Calculation note: values are processed in the order shown above, using the current input units.
Worked Examples
$80,000 income, no other debt, 6.5% rate
Monthly income is $6,666.67. The 28% front-end limit allows $1,866.67, below the 36% back-end limit of $2,400, so it binds. After $350 for taxes and insurance, the loan budget is $1,516.67, which supports about a $239,953 loan at 6.5% over 30 years.
$80,000 income with $1,000 in monthly debts
The 36% back-end limit is $2,400, but $1,000 of existing debt leaves only $1,400 for housing. That is below the 28% front-end limit of $1,866.67, so the back-end ratio now sets the payment and the affordable home price drops.
Affordable Home Price by Income
28% rule, 6.5% rate, $350 monthly taxes and insurance, no other debt
| Annual Income | Approx.

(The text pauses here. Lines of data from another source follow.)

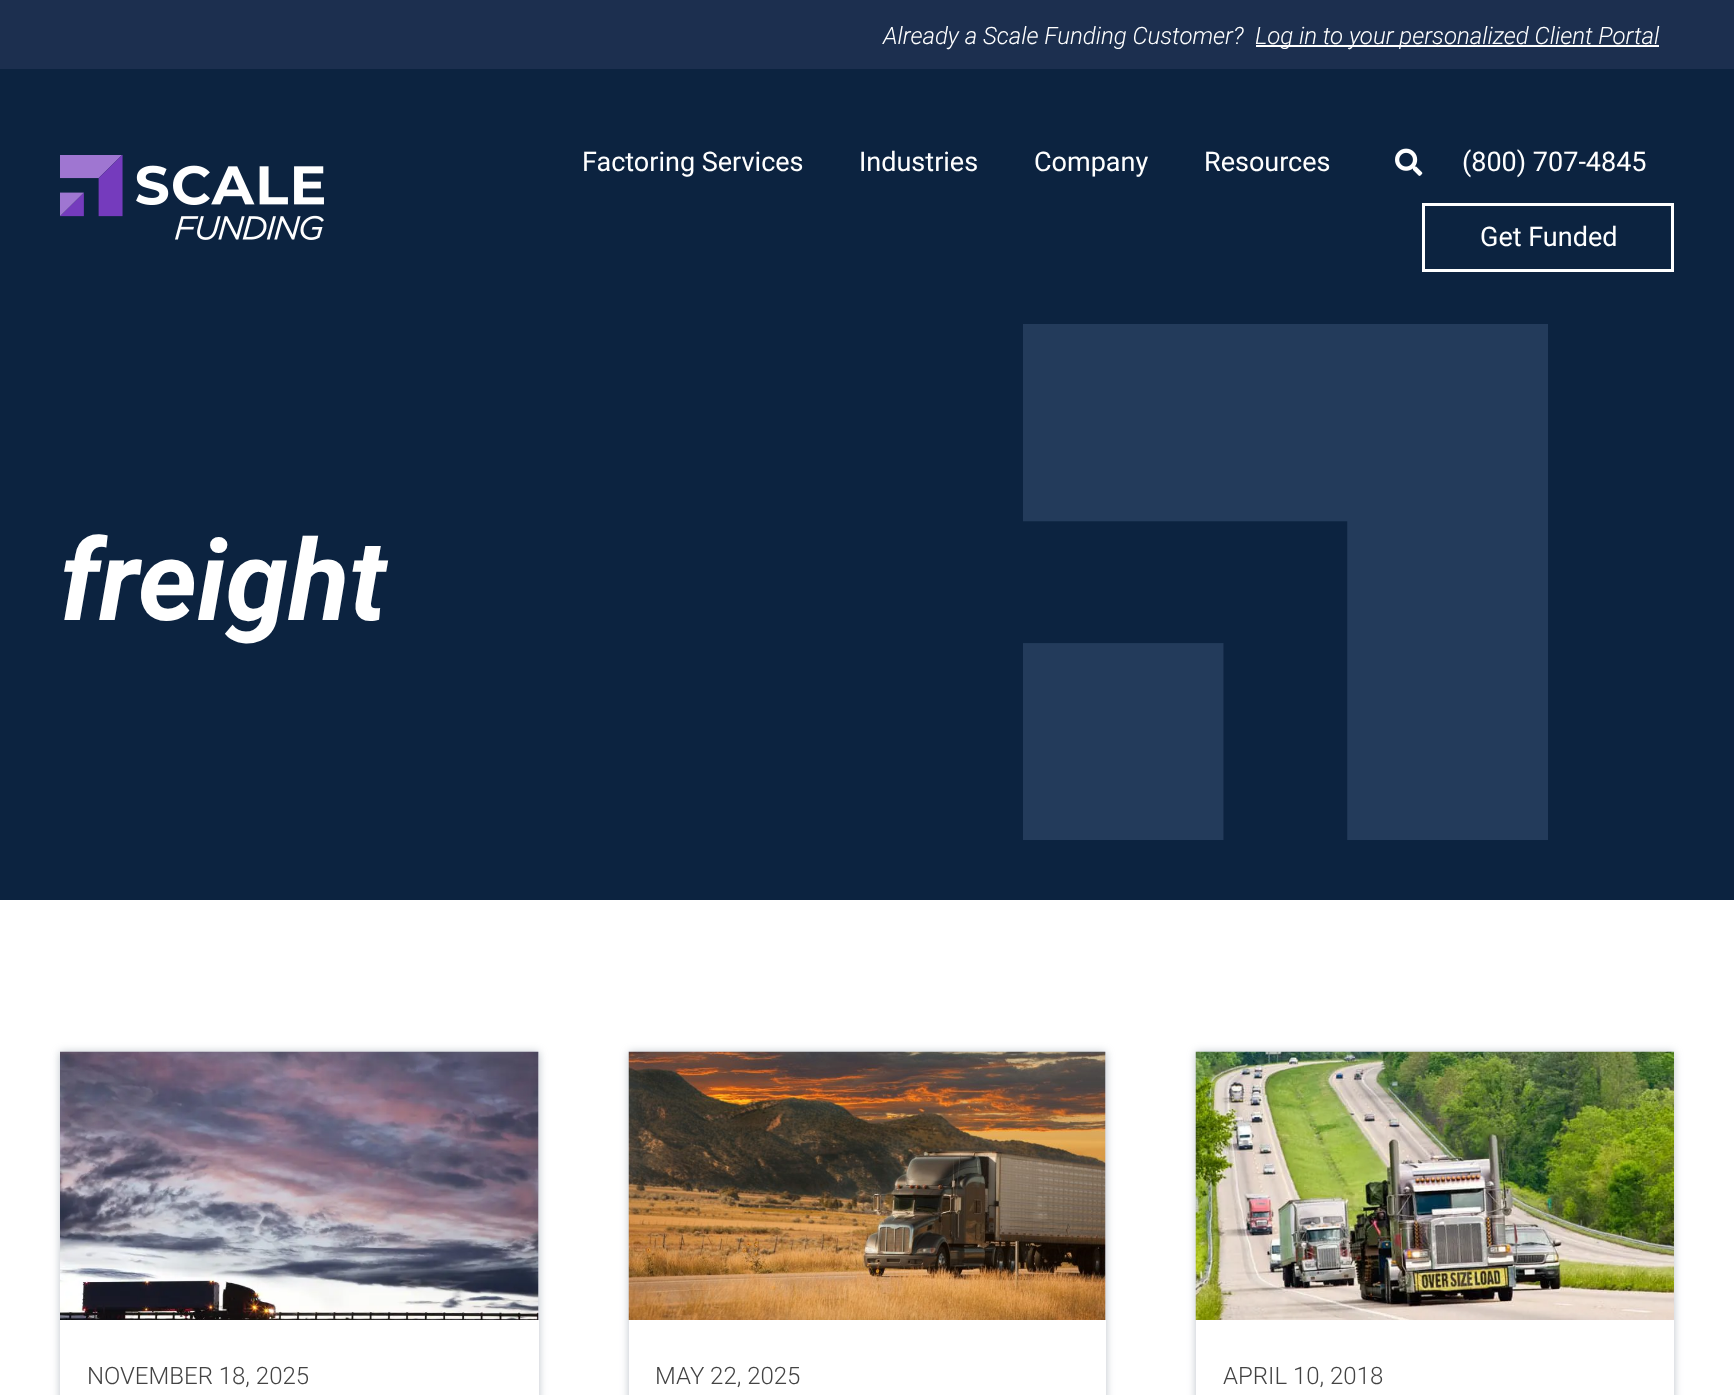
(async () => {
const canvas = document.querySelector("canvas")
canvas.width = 1734
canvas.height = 1395
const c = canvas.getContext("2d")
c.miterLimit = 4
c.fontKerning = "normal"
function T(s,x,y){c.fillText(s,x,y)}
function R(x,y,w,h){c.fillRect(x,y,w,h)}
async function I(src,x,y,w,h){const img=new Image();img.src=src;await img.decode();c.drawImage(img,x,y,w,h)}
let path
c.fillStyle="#fff"
R(0,0,1734,1395)
c.fillStyle="#1c2f4f"
R(0,0,1734,69)
c.font="italic 300 24px Roboto"
c.fillStyle="#fff"
T("Already a Scale Funding Customer?",883,44)
R(1256,45,403,2)
T("Log in to your personalized Client Portal",1255,44)
c.fillStyle="#0c2340"
R(0,69,1734,831)
await I("1.png",60,155,264,85)
c.font="27px Roboto"
c.fillStyle="#fff"
T("Factoring Services",582,171)
T("Industries",859,171)
T("Company",1034,171)
T("Resources",1204,171)
await I("2.png",1395,148,28,28)
T("(800) 707-4845",1462,171)
c.strokeStyle="#fff"
c.lineWidth=3
c.strokeRect(1423.5,204.5,249,66)
T("Get Funded",1480,246)
c.font="italic bold 112.5px Roboto"
T("freight",60,620)
await I("3.png",1023,324,525,516)
c.fillStyle="#7a869680"
c.filter="blur(4.5px)"
c.beginPath()
c.rect(60,1052,479,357)
c.fill()
c.filter="none"
c.fillStyle="#fff"
R(60,1320,479,75)
c.fillStyle="#d8dbe3"
R(538,1052,1,268)
await I("4.png",60,1051,479,269)
c.font="300 24px Roboto"
c.fillStyle="#434343"
T("NOVEMBER 18, 2025",87,1384)
c.fillStyle="#7a869680"
c.filter="blur(4.5px)"
c.beginPath()
c.rect(629,1052,477,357)
c.fill()
c.filter="none"
c.fillStyle="#fff"
R(629,1320,477,75)
c.fillStyle="#d8dbe3"
R(1105,1052,1,268)
await I("5.png",628,1051,478,269)
c.fillStyle="#434343"
T("MAY 22, 2025",655,1384)
c.save()
path = new Path2D("M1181 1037h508v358h-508zm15 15h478v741h-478z")
c.clip(path,"evenodd")
c.fillStyle="#7a869680"
c.filter="blur(4.5px)"
c.beginPath()
c.rect(1196,1052,478,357)
c.fill()
c.filter="none"
c.restore()
await I("6.png",1195,1051,479,269)
T("APRIL 10, 2018",1223,1384)
})()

Home Price |
|---|---|
| $50,000 | $129,000 |
| $75,000 | $221,000 |
| $100,000 | $314,000 |
| $125,000 | $406,000 |
| $150,000 | $498,000 |
Figures assume a 30-year loan at 6.5% with $350 a month for taxes and insurance and no other debt. Other debts, a higher rate, or higher taxes lower these amounts.
The 28/36 Rule Explained
The 28/36 rule is the affordability guideline most lenders start with. The first number, 28%, is the front-end ratio: your housing payment, including principal, interest, taxes, and insurance, should stay at or below 28% of your gross monthly income. The second number, 36%, is the back-end ratio: all of your monthly debt payments combined, including the new housing payment, should stay at or below 36% of gross income.

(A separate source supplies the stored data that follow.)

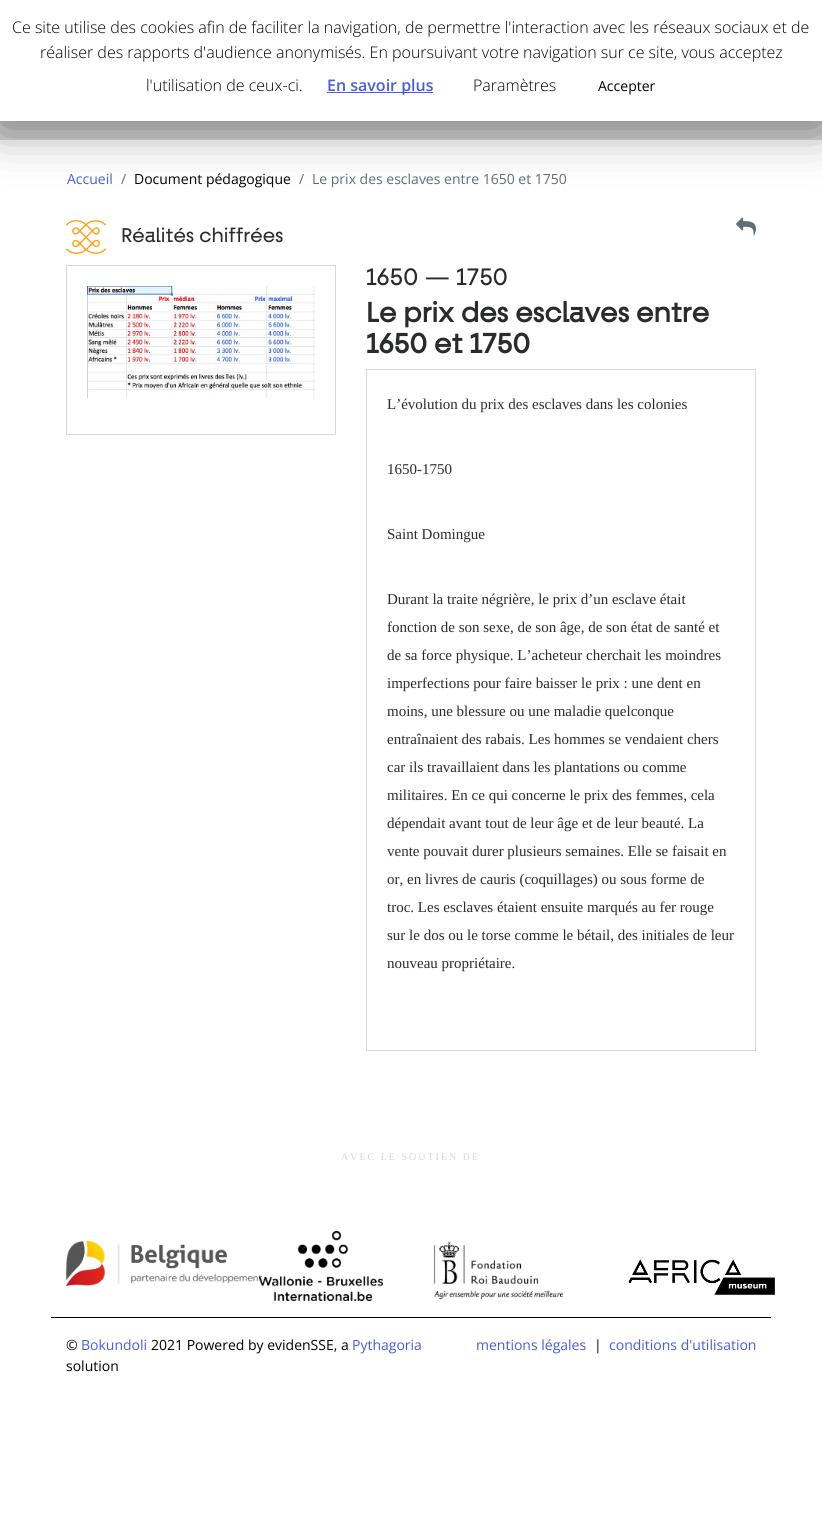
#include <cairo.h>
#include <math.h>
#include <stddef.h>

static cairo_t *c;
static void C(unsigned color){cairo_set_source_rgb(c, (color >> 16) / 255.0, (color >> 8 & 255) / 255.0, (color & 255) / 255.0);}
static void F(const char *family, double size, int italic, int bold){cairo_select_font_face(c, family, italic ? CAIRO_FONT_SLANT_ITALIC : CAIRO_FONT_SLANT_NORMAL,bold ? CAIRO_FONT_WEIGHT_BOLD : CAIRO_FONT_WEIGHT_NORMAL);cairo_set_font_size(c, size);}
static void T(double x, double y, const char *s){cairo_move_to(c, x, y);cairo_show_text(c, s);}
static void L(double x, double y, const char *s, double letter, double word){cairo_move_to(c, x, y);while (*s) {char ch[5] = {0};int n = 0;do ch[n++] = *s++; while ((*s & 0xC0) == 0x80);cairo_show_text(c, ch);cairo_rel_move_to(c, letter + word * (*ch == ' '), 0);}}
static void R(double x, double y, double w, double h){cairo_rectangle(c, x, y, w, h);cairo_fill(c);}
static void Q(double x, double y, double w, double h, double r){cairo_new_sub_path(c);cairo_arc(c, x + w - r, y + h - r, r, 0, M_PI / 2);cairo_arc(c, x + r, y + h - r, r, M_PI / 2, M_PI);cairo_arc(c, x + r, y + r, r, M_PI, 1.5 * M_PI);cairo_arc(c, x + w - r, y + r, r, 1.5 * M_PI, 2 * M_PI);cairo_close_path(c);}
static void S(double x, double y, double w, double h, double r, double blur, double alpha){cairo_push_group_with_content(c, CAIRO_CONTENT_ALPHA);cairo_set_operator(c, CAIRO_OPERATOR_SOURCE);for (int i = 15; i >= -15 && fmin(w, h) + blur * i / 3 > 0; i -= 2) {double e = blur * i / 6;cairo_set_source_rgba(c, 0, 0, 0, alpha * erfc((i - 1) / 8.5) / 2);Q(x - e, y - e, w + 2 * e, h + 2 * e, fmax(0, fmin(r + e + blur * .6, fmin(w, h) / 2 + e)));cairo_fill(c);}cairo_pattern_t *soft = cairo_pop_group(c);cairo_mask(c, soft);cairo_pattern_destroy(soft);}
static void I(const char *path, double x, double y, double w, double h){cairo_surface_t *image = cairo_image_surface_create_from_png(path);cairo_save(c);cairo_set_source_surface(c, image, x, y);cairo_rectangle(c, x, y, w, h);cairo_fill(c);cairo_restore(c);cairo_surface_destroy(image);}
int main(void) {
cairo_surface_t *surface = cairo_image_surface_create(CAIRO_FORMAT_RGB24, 822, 1526);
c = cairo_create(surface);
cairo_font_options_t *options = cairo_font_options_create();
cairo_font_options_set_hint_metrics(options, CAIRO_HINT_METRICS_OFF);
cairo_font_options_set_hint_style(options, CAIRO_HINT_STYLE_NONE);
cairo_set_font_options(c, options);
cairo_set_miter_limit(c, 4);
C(0xffffff);
cairo_paint(c);
C(0xd8d8d8);
R(0,121,822,19);
C(0x000000);
S(0,5,822,121,0,25,.5);
C(0xffffff);
R(0,0,822,121);
F("Open Sans Light",16,0,0);
C(0x000000);
T(12,33,"Ce site utilise des cookies afin de faciliter la navigation, de permettre l'interaction avec les réseaux sociaux et de");
T(40,58,"réaliser des rapports d'audience anonymisés. En poursuivant votre navigation sur ce site, vous acceptez");
T(146,91,"l'utilisation de ceux-ci.");
C(0x495dd4);
R(327,92,106,1);
F("Open Sans SemiBold",16,0,0);
T(327,91,"En savoir plus");
F("Open Sans Light",16,0,0);
C(0x000000);
T(473,91,"Paramètres");
F("Open Sans",14,0,0);
T(598,91,"Accepter");
C(0x495dd4);
T(67,184,"Accueil");
C(0x636c72);
T(121,184,"/");
C(0x000000);
T(134,184,"Document pédagogique");
C(0x636c72);
T(299,184,"/");
T(312,184,"Le prix des esclaves entre 1650 et 1750");
I("1.png",66,220,40,34);
F("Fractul",20,0,0);
C(0x292b2c);
T(121,242,"Réalités chiffrées");
I("2.png",736,217,20,19);
cairo_rectangle(c,66.5,265.5,269,169);
C(0xd8d8d8);
cairo_set_line_width(c,1);
cairo_stroke(c);
I("3.png",87,286,228,112);
F("Fractul",24,0,0);
C(0x292b2c);
T(366,285,"1650 — 1750");
F("Fractul",28,0,1);
T(366,322,"Le prix des esclaves entre");
T(366,353,"1650 et 1750");
cairo_rectangle(c,366.5,369.5,389,681);
C(0xd8d8d8);
cairo_stroke(c);
F("Liberation Serif",15,0,0);
C(0x292b2c);
T(387,409,"L’évolution du prix des esclaves dans les colonies");
T(387,474,"1650-1750");
T(387,539,"Saint Domingue");
T(387,604,"Durant la traite négrière, le prix d’un esclave était");
T(387,632,"fonction de son sexe, de son âge, de son état de santé et");
T(387,660,"de sa force physique. L’acheteur cherchait les moindres");
T(387,688,"imperfections pour faire baisser le prix : une dent en");
T(387,716,"moins, une blessure ou une maladie quelconque");
T(387,744,"entraînaient des rabais. Les hommes se vendaient chers");
T(387,772,"car ils travaillaient dans les plantations ou comme");
T(387,800,"militaires. En ce qui concerne le prix des femmes, cela");
T(387,828,"dépendait avant tout de leur âge et de leur beauté. La");
T(387,856,"vente pouvait durer plusieurs semaines. Elle se faisait en");
T(387,884,"or, en livres de cauris (coquillages) ou sous forme de");
T(387,912,"troc. Les esclaves étaient ensuite marqués au fer rouge");
T(387,940,"sur le dos ou le torse comme le bétail, des initiales de leur");
T(387,968,"nouveau propriétaire.");
F("Liberation Serif",10,0,0);
C(0xd5d5d5);
L(341,1160,"AVEC LE SOUTIEN DE",2,0);
I("4.png",66,1241,196,45);
I("5.png",259,1231,124,70);
I("6.png",433,1241,131,59);
I("7.png",628,1259,147,36);
C(0x000000);
R(51,1317,720,1);
F("Open Sans",14,0,0);
T(66,1350,"©");
C(0x495dd4);
T(81,1350,"Bokundoli");
C(0x000000);
T(151,1350,"2021 Powered by evidenSSE, a");
C(0x495dd4);
T(352,1350,"Pythagoria");
C(0x000000);
T(66,1371,"solution");
C(0x495dd4);
T(476,1350,"mentions légales");
C(0x000000);
T(594,1350,"|");
C(0x495dd4);
T(609,1350,"conditions d'utilisation");
cairo_surface_write_to_png(surface, "o.png");
cairo_font_options_destroy(options);
cairo_destroy(c);
cairo_surface_destroy(surface);
return 0;
}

When you carry little or no other debt, the 28% front-end limit usually sets your maximum payment. As your car, student, and credit card payments grow, the 36% back-end limit takes over and lowers how much is left for a mortgage. That is why paying down existing debt can raise the home price you qualify for even when your income has not changed.

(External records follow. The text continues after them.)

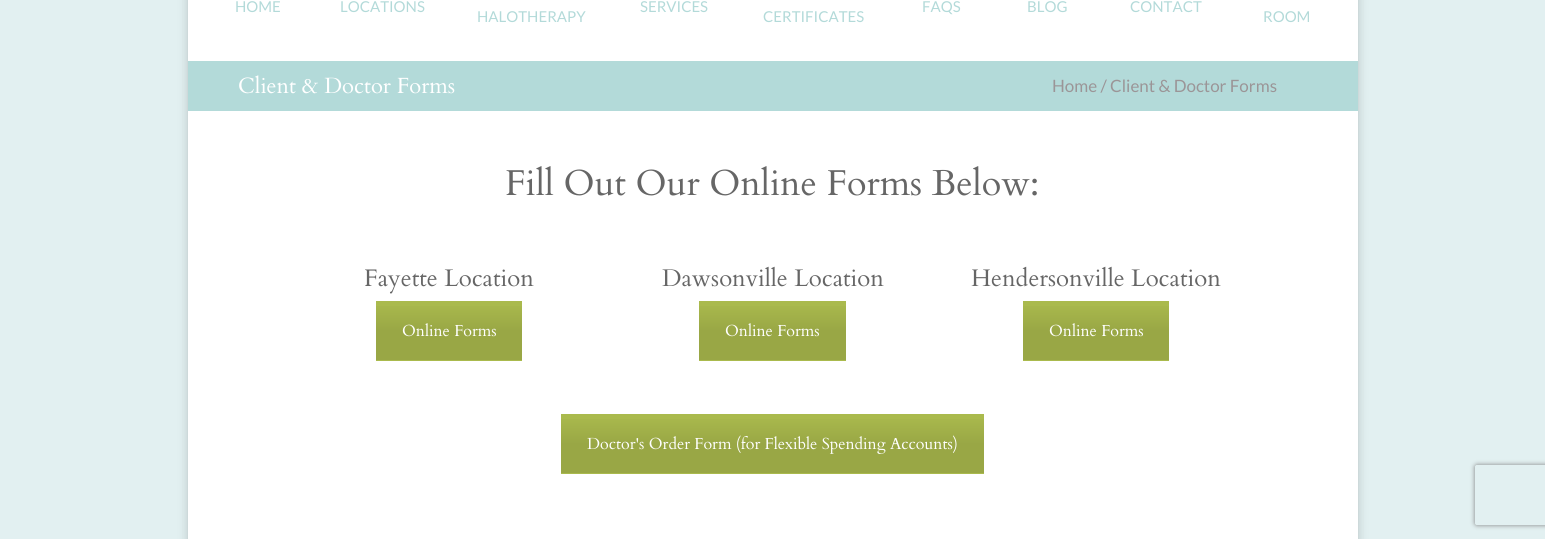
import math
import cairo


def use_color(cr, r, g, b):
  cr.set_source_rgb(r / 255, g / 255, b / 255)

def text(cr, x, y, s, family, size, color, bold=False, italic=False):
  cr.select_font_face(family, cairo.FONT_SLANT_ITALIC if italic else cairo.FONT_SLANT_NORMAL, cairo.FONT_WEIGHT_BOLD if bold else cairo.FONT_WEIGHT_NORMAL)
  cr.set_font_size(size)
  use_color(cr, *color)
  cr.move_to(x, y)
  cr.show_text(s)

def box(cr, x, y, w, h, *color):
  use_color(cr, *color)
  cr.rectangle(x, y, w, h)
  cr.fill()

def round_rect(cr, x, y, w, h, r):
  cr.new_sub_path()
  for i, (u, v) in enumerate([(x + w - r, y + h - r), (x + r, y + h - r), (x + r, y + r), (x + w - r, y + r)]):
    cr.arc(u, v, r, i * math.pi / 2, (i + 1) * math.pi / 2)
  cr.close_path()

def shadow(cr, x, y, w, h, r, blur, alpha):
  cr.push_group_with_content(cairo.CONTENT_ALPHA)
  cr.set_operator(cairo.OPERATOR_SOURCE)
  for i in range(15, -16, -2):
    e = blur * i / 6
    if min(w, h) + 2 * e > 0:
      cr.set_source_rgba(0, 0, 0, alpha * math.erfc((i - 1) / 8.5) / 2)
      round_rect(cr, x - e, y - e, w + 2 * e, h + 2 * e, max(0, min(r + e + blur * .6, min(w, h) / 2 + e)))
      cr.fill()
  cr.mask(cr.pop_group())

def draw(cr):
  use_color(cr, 226, 240, 241)
  cr.paint()
  use_color(cr, 0, 0, 0)
  shadow(cr, 188, -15, 1170, 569, 0, 5, 0.2)
  box(cr, 188, 0, 1170, 539, 255, 255, 255)
  box(cr, 188, 61, 1170, 50, 179, 218, 217)
  box(cr, 376, 301, 146, 60, 170, 186, 77)
  gradient = cairo.LinearGradient(521, 302, 521, 360)
  gradient.add_color_stop_rgba(0, 0.667, 0.729, 0.302, 1)
  gradient.add_color_stop_rgba(0.5, 0.6, 0.655, 0.271, 1)
  gradient.add_color_stop_rgba(1, 0.6, 0.655, 0.271, 1)
  cr.set_source(gradient)
  cr.rectangle(376, 306, 146, 54)
  cr.fill()
  box(cr, 699, 301, 147, 60, 170, 186, 77)
  gradient = cairo.LinearGradient(845, 302, 845, 360)
  gradient.add_color_stop_rgba(0, 0.667, 0.729, 0.302, 1)
  gradient.add_color_stop_rgba(0.5, 0.6, 0.655, 0.271, 1)
  gradient.add_color_stop_rgba(1, 0.6, 0.655, 0.271, 1)
  cr.set_source(gradient)
  cr.rectangle(699, 306, 147, 54)
  cr.fill()
  box(cr, 1023, 301, 146, 60, 170, 186, 77)
  gradient = cairo.LinearGradient(1168, 302, 1168, 360)
  gradient.add_color_stop_rgba(0, 0.667, 0.729, 0.302, 1)
  gradient.add_color_stop_rgba(0.5, 0.6, 0.655, 0.271, 1)
  gradient.add_color_stop_rgba(1, 0.6, 0.655, 0.271, 1)
  cr.set_source(gradient)
  cr.rectangle(1023, 306, 146, 54)
  cr.fill()
  box(cr, 561, 414, 423, 60, 170, 186, 77)
  gradient = cairo.LinearGradient(983, 415, 983, 473)
  gradient.add_color_stop_rgba(0, 0.667, 0.729, 0.302, 1)
  gradient.add_color_stop_rgba(0.5, 0.6, 0.655, 0.271, 1)
  gradient.add_color_stop_rgba(1, 0.6, 0.655, 0.271, 1)
  cr.set_source(gradient)
  cr.rectangle(561, 419, 423, 54)
  cr.fill()
  cr.save()
  cr.set_fill_rule(cairo.FILL_RULE_EVEN_ODD)
  cr.new_path()
  cr.move_to(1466, 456)
  cr.line_to(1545, 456)
  cr.line_to(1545, 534)
  cr.line_to(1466, 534)
  cr.close_path()
  cr.move_to(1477, 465)
  cr.line_to(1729, 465)
  cr.curve_to(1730, 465, 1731, 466, 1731, 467)
  cr.line_to(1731, 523)
  cr.curve_to(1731, 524, 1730, 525, 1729, 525)
  cr.line_to(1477, 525)
  cr.curve_to(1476, 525, 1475, 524, 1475, 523)
  cr.line_to(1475, 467)
  cr.curve_to(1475, 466, 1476, 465, 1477, 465)
  cr.close_path()
  cr.clip()
  use_color(cr, 128, 128, 128)
  shadow(cr, 1475, 465, 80, 60, 2, 2.5, 1)
  cr.restore()
  text(cr, 235, 12, "HOME", "Lato", 15, (179, 218, 217))
  text(cr, 340, 12, "LOCATIONS", "Lato", 15, (179, 218, 217))
  text(cr, 640, 12, "SERVICES", "Lato", 15, (179, 218, 217))
  text(cr, 922, 12, "FAQS", "Lato", 15, (179, 218, 217))
  text(cr, 1027, 12, "BLOG", "Lato", 15, (179, 218, 217))
  text(cr, 1130, 12, "CONTACT", "Lato", 15, (179, 218, 217))
  text(cr, 477, 22, "HALOTHERAPY", "Lato", 15, (179, 218, 217))
  text(cr, 763, 22, "CERTIFICATES", "Lato", 15, (179, 218, 217))
  text(cr, 1263, 22, "ROOM", "Lato", 15, (179, 218, 217))
  text(cr, 238, 93, "Client & Doctor Forms", "Cardo", 22, (255, 255, 255))
  text(cr, 1052, 92, "Home / Client & Doctor Forms", "Lato", 17, (155, 149, 151))
  text(cr, 505, 195, "Fill Out Our Online Forms Below:", "Cardo", 36, (102, 102, 102))
  text(cr, 364, 286, "Fayette Location", "Cardo", 24, (102, 102, 102))
  text(cr, 402, 336, "Online Forms", "Cardo", 16, (255, 255, 255))
  text(cr, 662, 286, "Dawsonville Location", "Cardo", 24, (102, 102, 102))
  text(cr, 725, 336, "Online Forms", "Cardo", 16, (255, 255, 255))
  text(cr, 971, 286, "Hendersonville Location", "Cardo", 24, (102, 102, 102))
  text(cr, 1049, 336, "Online Forms", "Cardo", 16, (255, 255, 255))
  text(cr, 587, 449, "Doctor's Order Form (for Flexible Spending Accounts)", "Cardo", 16, (255, 255, 255))


surface = cairo.ImageSurface(cairo.FORMAT_RGB24, 1545, 539)
cr = cairo.Context(surface)
options = cairo.FontOptions()
options.set_hint_metrics(cairo.HINT_METRICS_OFF)
options.set_hint_style(cairo.HINT_STYLE_NONE)
cr.set_font_options(options)
cr.set_miter_limit(4)
draw(cr)
surface.write_to_png("out.png")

These ratios are a starting point, not a hard ceiling. Some loan programs allow higher ratios with strong credit or large reserves, and lenders apply their own overlays. Use this estimate to set a realistic target, then confirm the exact numbers with a lender before you shop.
Common mistakes
- Using net take-home pay instead of gross income, which understates the limits
- Leaving out monthly debts, which raises the estimate above what a lender would approve
- Forgetting that taxes and insurance are part of the payment, not extra on top of it
- Assuming the maximum you qualify for is the amount you should actually spend
Limitations
This calculator is an estimate based on the 28/36 rule and the numbers you enter. It does not include private mortgage insurance, HOA dues, or full lender underwriting, and it does not run a credit check. Lenders apply their own overlays, debt definitions, and ratio limits, and loan programs such as FHA or VA use different thresholds. Your taxes and insurance are a single monthly estimate rather than a price-based calculation, so verify them for your area.